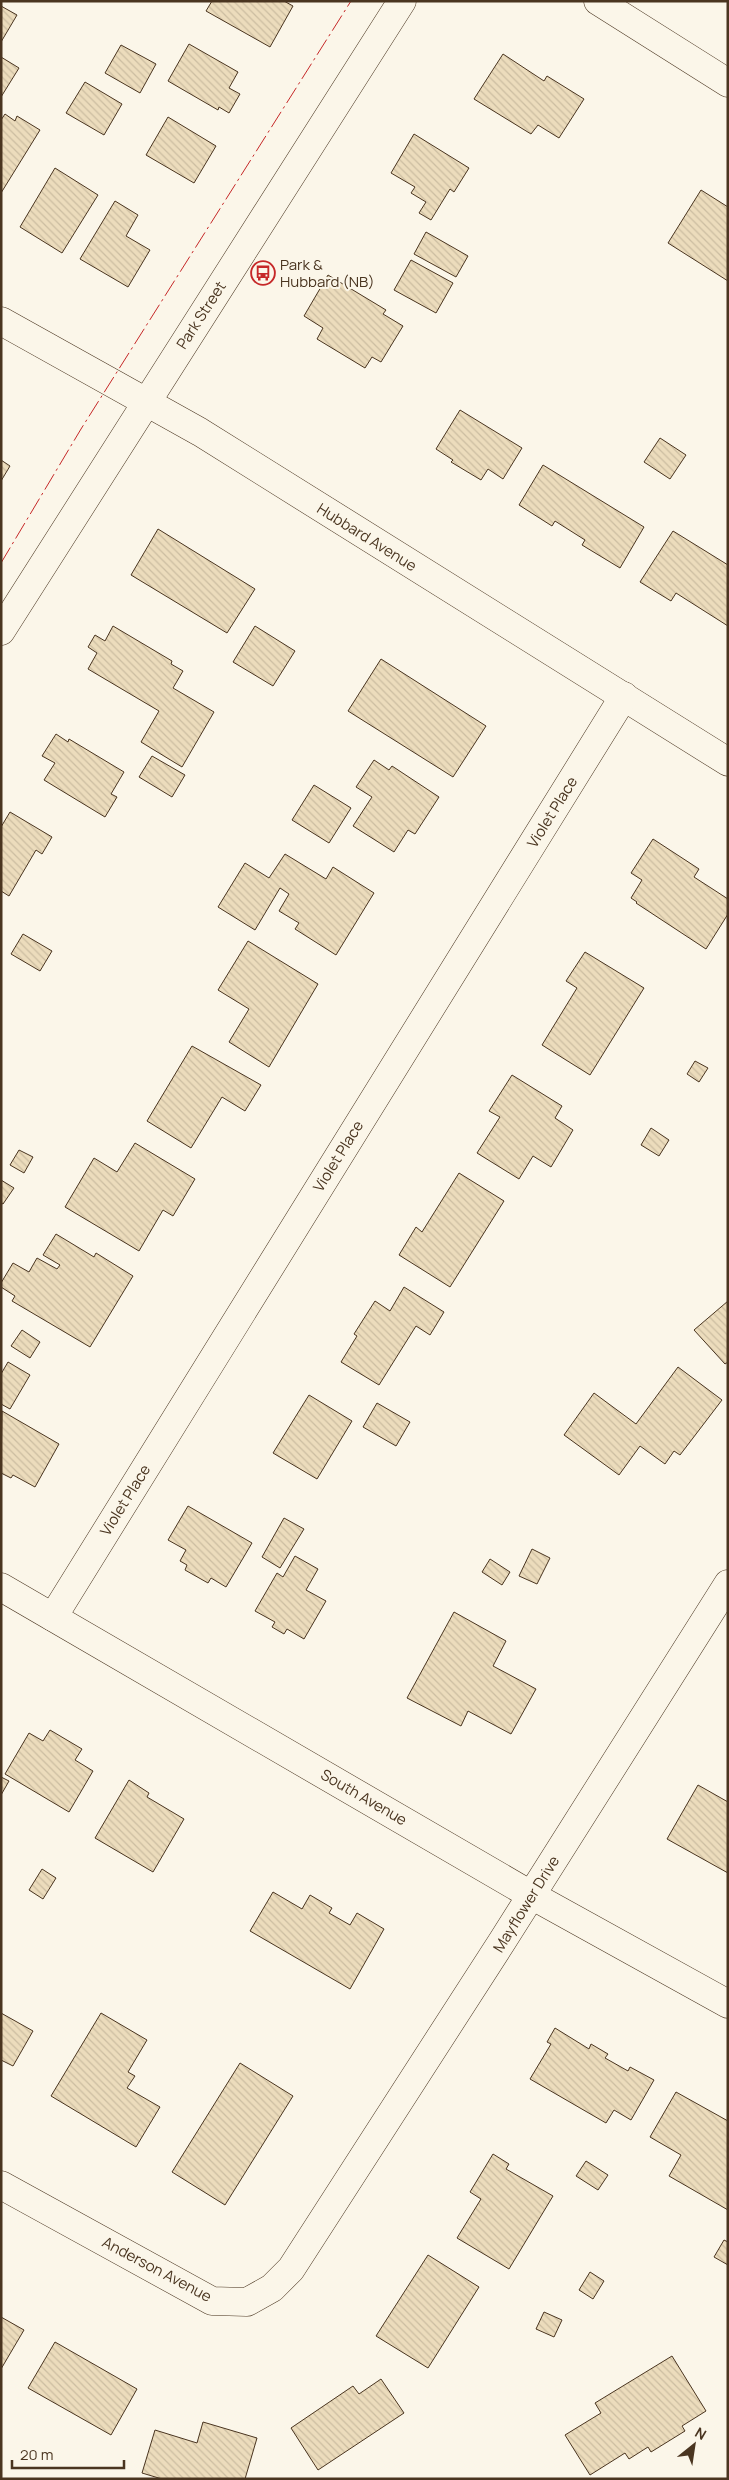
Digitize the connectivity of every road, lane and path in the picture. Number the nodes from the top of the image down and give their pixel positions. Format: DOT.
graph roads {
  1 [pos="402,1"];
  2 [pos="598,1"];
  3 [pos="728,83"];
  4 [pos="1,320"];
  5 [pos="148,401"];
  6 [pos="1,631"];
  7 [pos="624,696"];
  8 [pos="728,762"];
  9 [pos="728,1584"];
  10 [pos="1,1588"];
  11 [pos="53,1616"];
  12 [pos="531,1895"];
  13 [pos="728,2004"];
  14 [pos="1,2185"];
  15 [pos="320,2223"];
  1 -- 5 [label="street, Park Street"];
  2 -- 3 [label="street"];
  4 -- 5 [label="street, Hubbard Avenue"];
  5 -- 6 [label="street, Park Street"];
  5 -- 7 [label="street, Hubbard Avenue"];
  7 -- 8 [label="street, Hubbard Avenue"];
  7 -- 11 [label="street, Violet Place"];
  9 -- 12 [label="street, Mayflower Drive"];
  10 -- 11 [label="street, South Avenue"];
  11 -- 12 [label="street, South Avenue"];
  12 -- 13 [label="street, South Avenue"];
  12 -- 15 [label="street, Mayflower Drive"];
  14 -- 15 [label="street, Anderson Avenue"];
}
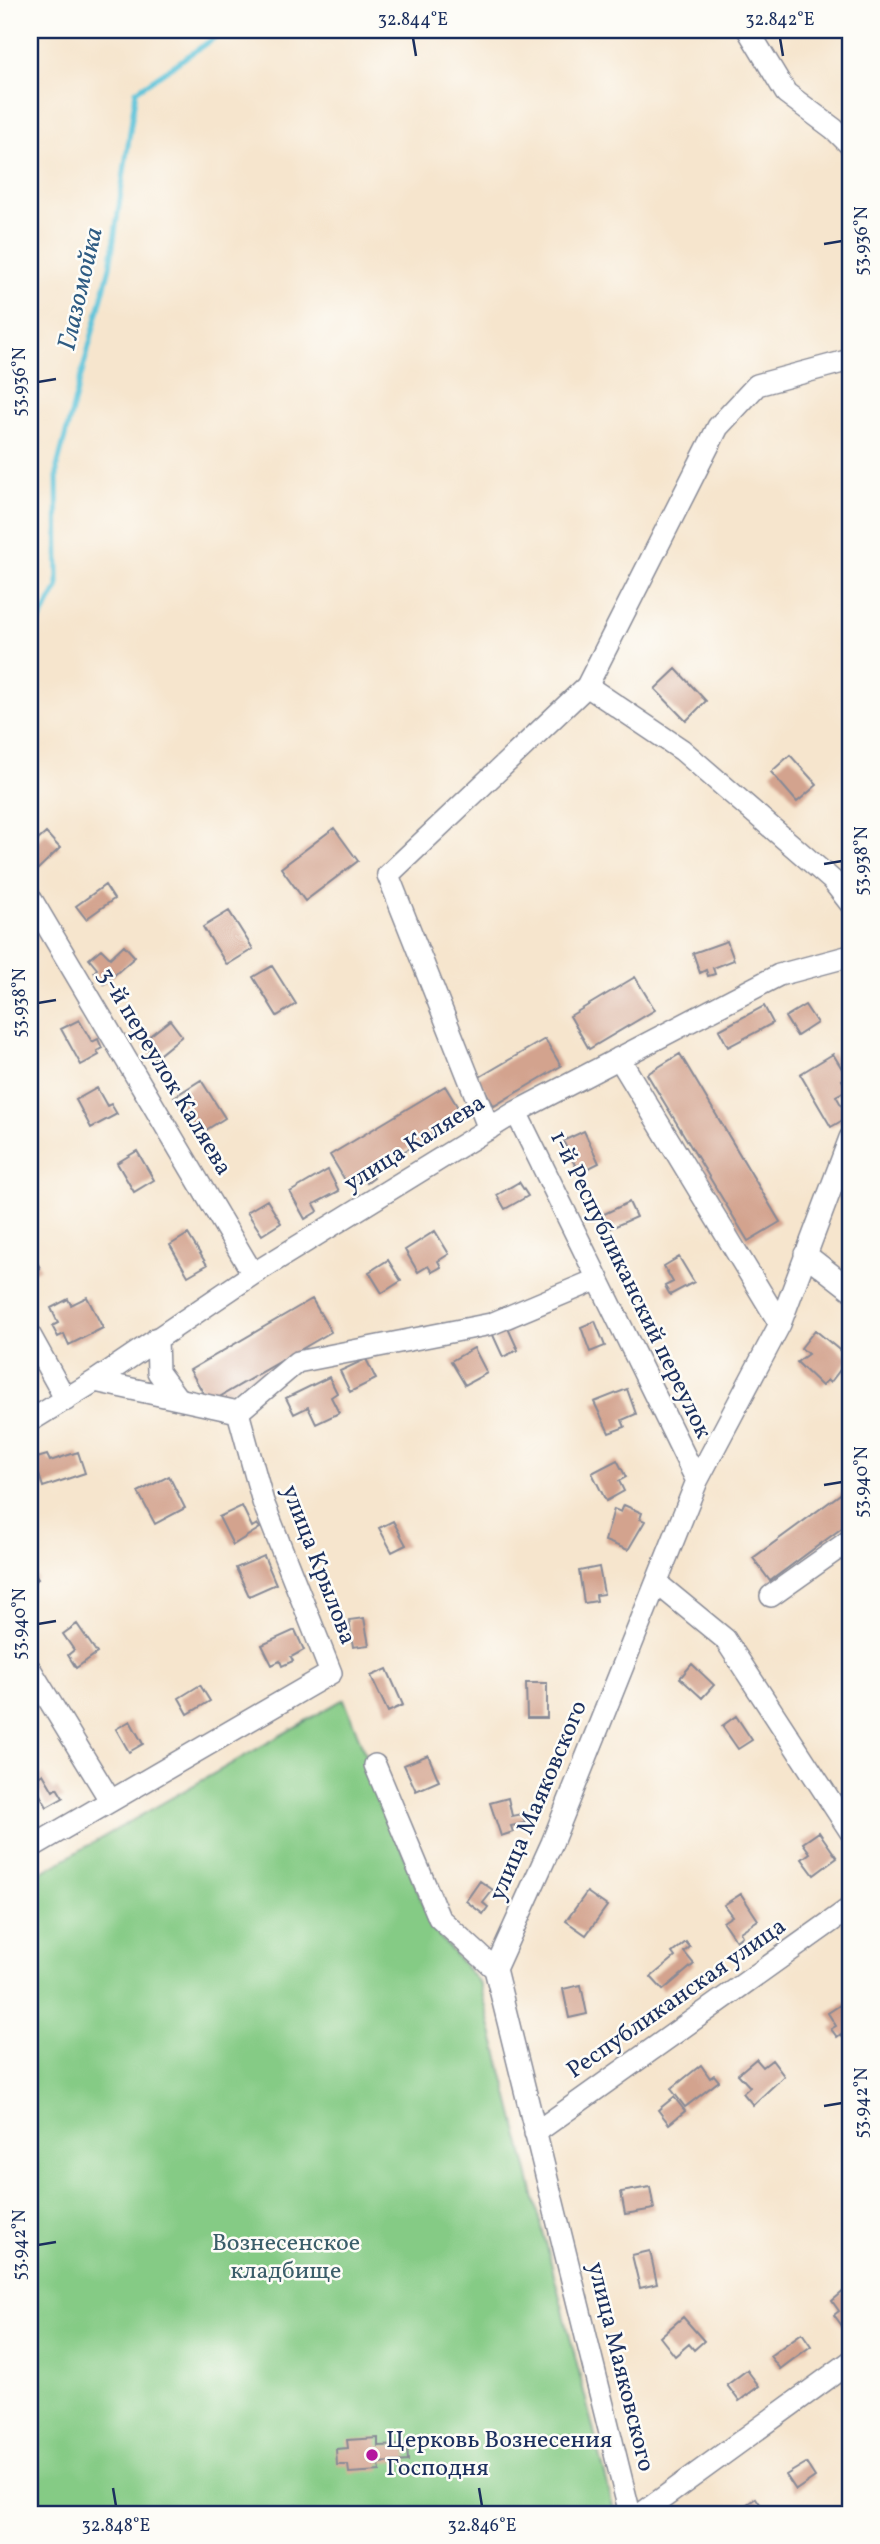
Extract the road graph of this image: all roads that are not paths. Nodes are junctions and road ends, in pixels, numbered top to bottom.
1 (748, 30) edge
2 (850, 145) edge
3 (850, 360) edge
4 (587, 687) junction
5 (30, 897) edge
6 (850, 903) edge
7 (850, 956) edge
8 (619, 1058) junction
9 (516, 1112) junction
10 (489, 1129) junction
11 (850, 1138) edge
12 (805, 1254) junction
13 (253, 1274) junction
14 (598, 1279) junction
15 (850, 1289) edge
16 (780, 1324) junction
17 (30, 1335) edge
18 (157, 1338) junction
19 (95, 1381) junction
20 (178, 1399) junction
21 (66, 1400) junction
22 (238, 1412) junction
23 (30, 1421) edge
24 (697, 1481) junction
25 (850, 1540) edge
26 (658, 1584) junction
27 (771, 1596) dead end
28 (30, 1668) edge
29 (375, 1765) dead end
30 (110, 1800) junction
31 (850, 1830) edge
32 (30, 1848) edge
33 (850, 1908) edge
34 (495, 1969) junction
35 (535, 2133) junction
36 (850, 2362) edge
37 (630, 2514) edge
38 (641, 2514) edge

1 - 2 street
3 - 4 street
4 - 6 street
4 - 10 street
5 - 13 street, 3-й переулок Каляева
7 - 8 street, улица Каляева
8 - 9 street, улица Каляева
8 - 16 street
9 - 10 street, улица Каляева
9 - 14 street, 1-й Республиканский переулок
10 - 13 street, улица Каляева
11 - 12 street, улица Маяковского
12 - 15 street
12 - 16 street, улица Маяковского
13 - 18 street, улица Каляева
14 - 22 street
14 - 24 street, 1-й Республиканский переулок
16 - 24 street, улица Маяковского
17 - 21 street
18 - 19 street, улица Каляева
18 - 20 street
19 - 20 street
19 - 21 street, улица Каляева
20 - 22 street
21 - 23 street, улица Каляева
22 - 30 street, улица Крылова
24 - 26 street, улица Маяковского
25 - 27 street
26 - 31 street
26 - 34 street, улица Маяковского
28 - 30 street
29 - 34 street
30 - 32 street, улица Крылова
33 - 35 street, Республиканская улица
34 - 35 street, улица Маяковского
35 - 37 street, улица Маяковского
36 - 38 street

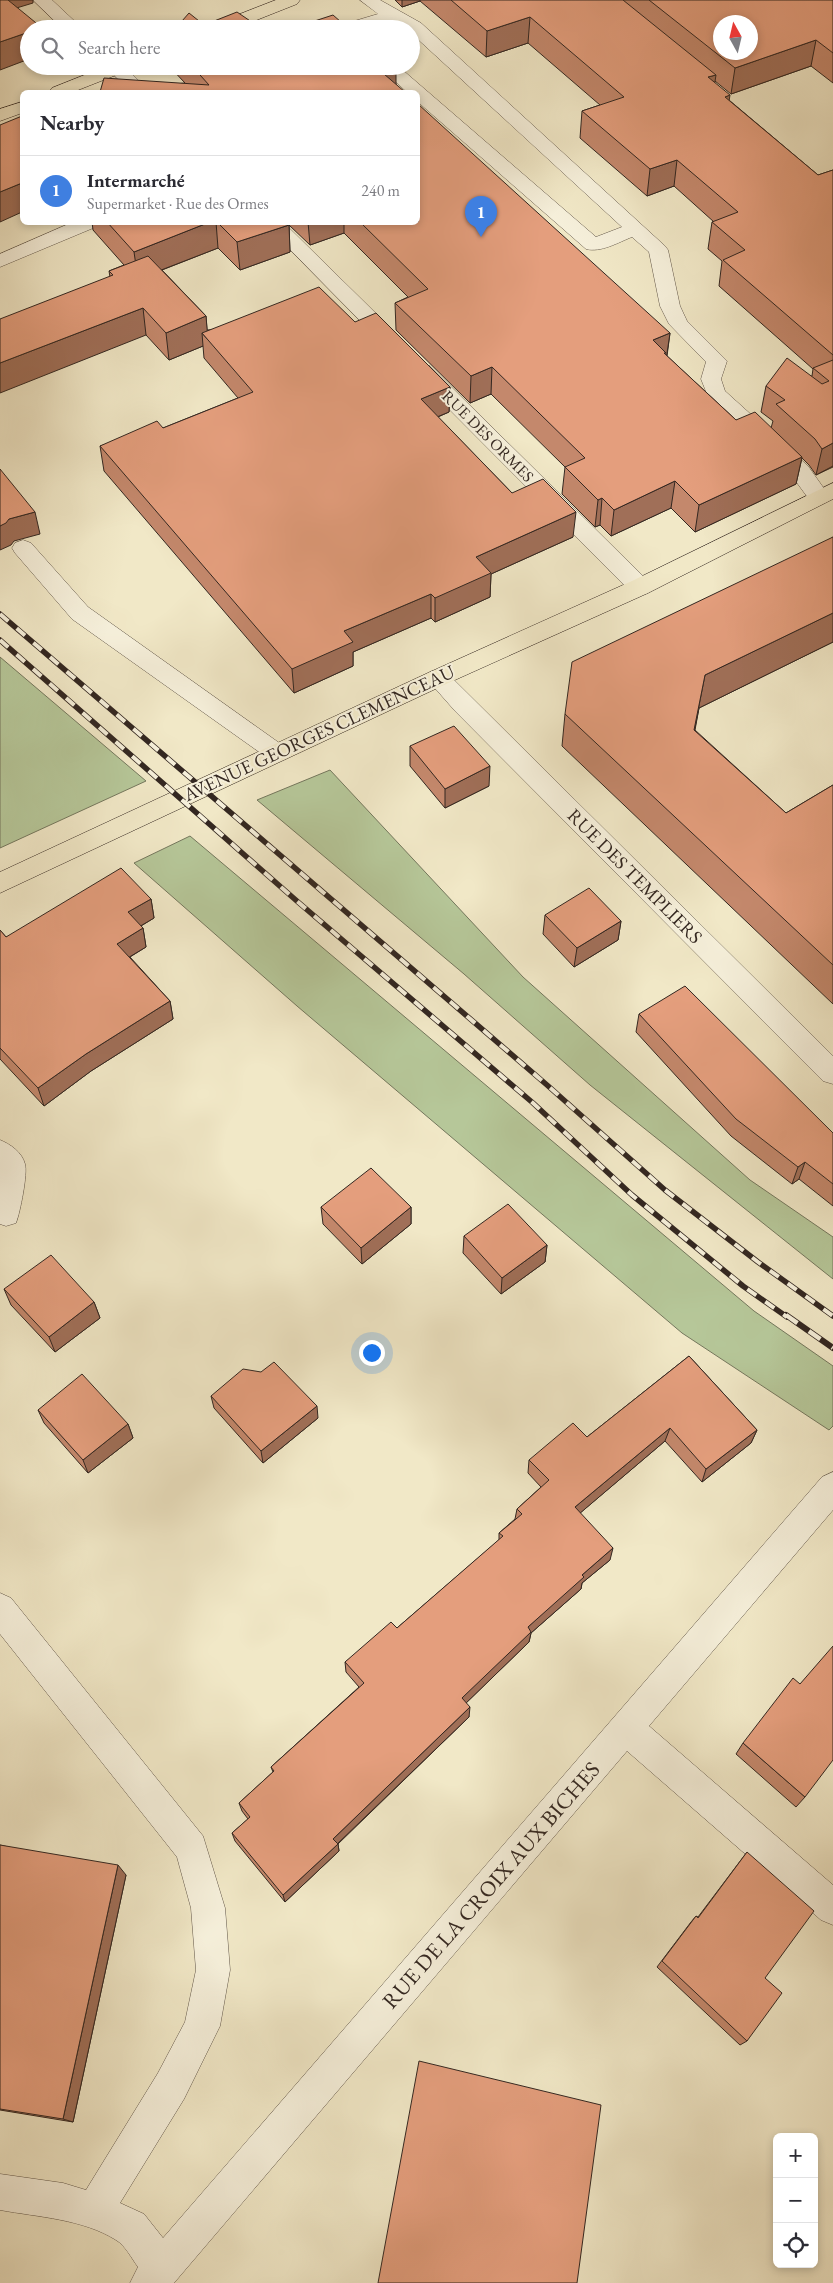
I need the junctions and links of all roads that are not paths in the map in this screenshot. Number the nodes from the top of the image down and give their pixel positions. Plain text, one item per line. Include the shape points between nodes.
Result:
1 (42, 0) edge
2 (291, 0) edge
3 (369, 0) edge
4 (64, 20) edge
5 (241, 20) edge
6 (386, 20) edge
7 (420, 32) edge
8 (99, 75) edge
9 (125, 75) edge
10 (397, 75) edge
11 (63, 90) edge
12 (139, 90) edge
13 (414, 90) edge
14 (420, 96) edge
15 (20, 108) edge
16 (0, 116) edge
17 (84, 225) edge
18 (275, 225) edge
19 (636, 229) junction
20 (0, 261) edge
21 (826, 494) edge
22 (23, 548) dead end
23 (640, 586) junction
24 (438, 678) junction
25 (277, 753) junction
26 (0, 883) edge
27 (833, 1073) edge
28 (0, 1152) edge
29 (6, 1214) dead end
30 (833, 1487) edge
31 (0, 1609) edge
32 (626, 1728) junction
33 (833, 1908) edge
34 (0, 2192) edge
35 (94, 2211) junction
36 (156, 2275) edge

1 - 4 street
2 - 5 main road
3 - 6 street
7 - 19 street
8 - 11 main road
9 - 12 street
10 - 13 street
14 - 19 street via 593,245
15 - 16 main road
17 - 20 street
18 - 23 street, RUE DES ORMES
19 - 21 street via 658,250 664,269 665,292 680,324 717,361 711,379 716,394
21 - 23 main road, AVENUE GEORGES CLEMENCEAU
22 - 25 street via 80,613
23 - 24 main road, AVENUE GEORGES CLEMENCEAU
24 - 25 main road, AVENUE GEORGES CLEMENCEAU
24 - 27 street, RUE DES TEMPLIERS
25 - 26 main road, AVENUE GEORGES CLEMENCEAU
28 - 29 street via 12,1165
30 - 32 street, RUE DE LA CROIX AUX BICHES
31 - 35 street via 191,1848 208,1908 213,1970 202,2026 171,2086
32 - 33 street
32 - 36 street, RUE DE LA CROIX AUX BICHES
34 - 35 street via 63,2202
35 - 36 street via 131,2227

———

> **Task goal**
Lines holding the word "main" are the answer; copy each one from the records above.

> **Exercise solution**
2 - 5 main road
8 - 11 main road
15 - 16 main road
21 - 23 main road, AVENUE GEORGES CLEMENCEAU
23 - 24 main road, AVENUE GEORGES CLEMENCEAU
24 - 25 main road, AVENUE GEORGES CLEMENCEAU
25 - 26 main road, AVENUE GEORGES CLEMENCEAU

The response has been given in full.